I lived in Campinas, São Paulo, Brazil during the second semester 2012, doing an academic stay at the Universidade Estadual de Campinas, UNICAMP. There I conducted ethnographic research with a group of sambistas that develop a project of an open roda de samba called Sibipiruna, which is the name of the tree that gives its shadow when they meet to play in the sidewalk of a small bar. The project is made up of a monthly face to face meeting, in which a dozen musicians form an open round invite those who attend the event, to participate by playing an instrument, dancing, singing and accompanying with clapping hands. The round is also constituted by an every day online life through different sociotechnical platforms (Facebook, blog, YouTube posts, emails etc). At both spaces a roda de samba is being built, as the organizers of the project manifests:
We are creating a space, occupying a space in a way that is socially constructed (Rodolfo)
We are in direct contact with the community in a sense to offer a choice of leisure (…) In that sense, we are occupying a space that is being socially and culturally built: we sing, dance the samba, which is a historically repressed music, both, by the dominant classes and by the police.. (Leandro)
I think (Sibipiruna) arose from a demand. I think we are building the samba in the same way is here remained, a way that we have here, of collectivity, of cherish, getting together to sing… (Maíra)

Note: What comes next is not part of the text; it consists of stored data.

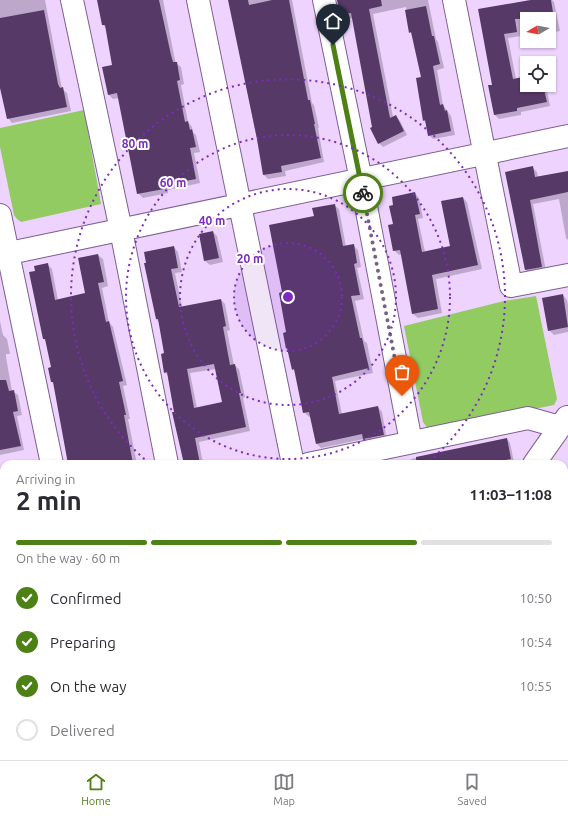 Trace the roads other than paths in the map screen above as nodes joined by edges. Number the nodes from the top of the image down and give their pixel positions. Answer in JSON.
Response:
{"nodes":[{"id":1,"x":72,"y":0,"type":"edge"},
{"id":2,"x":198,"y":0,"type":"edge"},
{"id":3,"x":324,"y":0,"type":"edge"},
{"id":4,"x":454,"y":0,"type":"edge"},
{"id":5,"x":568,"y":136,"type":"edge"},
{"id":6,"x":484,"y":154,"type":"junction"},
{"id":7,"x":361,"y":180,"type":"junction"},
{"id":8,"x":240,"y":205,"type":"junction"},
{"id":9,"x":0,"y":215,"type":"edge"},
{"id":10,"x":120,"y":230,"type":"junction"},
{"id":11,"x":4,"y":254,"type":"edge"},
{"id":12,"x":568,"y":275,"type":"edge"},
{"id":13,"x":564,"y":422,"type":"edge"},
{"id":14,"x":411,"y":442,"type":"junction"},
{"id":15,"x":51,"y":460,"type":"edge"},
{"id":16,"x":166,"y":460,"type":"edge"},
{"id":17,"x":292,"y":460,"type":"edge"},
{"id":18,"x":327,"y":460,"type":"edge"},
{"id":19,"x":537,"y":460,"type":"edge"}],
"edges":[{"from":1,"to":10,"type":"street"},
{"from":2,"to":8,"type":"street"},
{"from":3,"to":7,"type":"street"},
{"from":4,"to":6,"type":"street"},
{"from":5,"to":6,"type":"street"},
{"from":6,"to":7,"type":"street"},
{"from":6,"to":12,"type":"street"},
{"from":7,"to":8,"type":"street"},
{"from":7,"to":14,"type":"street"},
{"from":8,"to":10,"type":"street"},
{"from":8,"to":17,"type":"street"},
{"from":9,"to":11,"type":"street"},
{"from":10,"to":11,"type":"street"},
{"from":10,"to":16,"type":"street"},
{"from":11,"to":15,"type":"street"},
{"from":13,"to":14,"type":"street"},
{"from":13,"to":19,"type":"street"},
{"from":14,"to":18,"type":"street"}]}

But, what is probably a core on this sociotechnical roda de samba construction is the affect circulation between the members of the proyect: samba respect, mutual respect, public displays of affection, the thanks, compliments, jokes among project members are common expressions we can perceive and are develop both online and offline. Affection is circulating and facilitating, or rather composing (as songs), worlds. Affect as “a chorus of feelings barely felt through which events begin to take form. (…) Affective worls is collective worlding” (Manning: 2010: 124).
A question that cames when I was doing my fieldwork, and when writing about it, is if affect has to be a fact in a culture where the physical contact, eye contact (olhar nos olhos) is a fact, as it is in Brazil. And the reverse: a culture without physical contact is lack of affection? (My questions are perhaps influenced by my new experience of living in a non touch / non eye contact culture, I do not know..). I would argue anyway that, at least in the case of Sibipiruna, as the socially built space is both physical (the public space of the sidewalk of the bar where they meet every month) and virtual (multiple social connections built from different sociotechnical platforms that they use), the affect is a common denominator in every social sphere they share, because of the affective and open ways they build their spaces and relationships. This means, I think, that affect is not a given fact in a culture of physical contact. And, I am thinking about affect, while displays of affection toward samba and between pairs is an ability to affect other and and being affected. Affect that touches “the more incomplete and open body, which is affected by other people’s bodies in a variety of ways, (…) and work beneath the level of consciousness and language. In contrast to the purposive rational instrumental view of the body governed by the ‘marketing’ self (as in the image of the mind as the driver and the body as the car), the affective body is open to misreading and provides an excess of embodied information” (Featherstone: 2010: 199) without the need to touch or to have eye contact.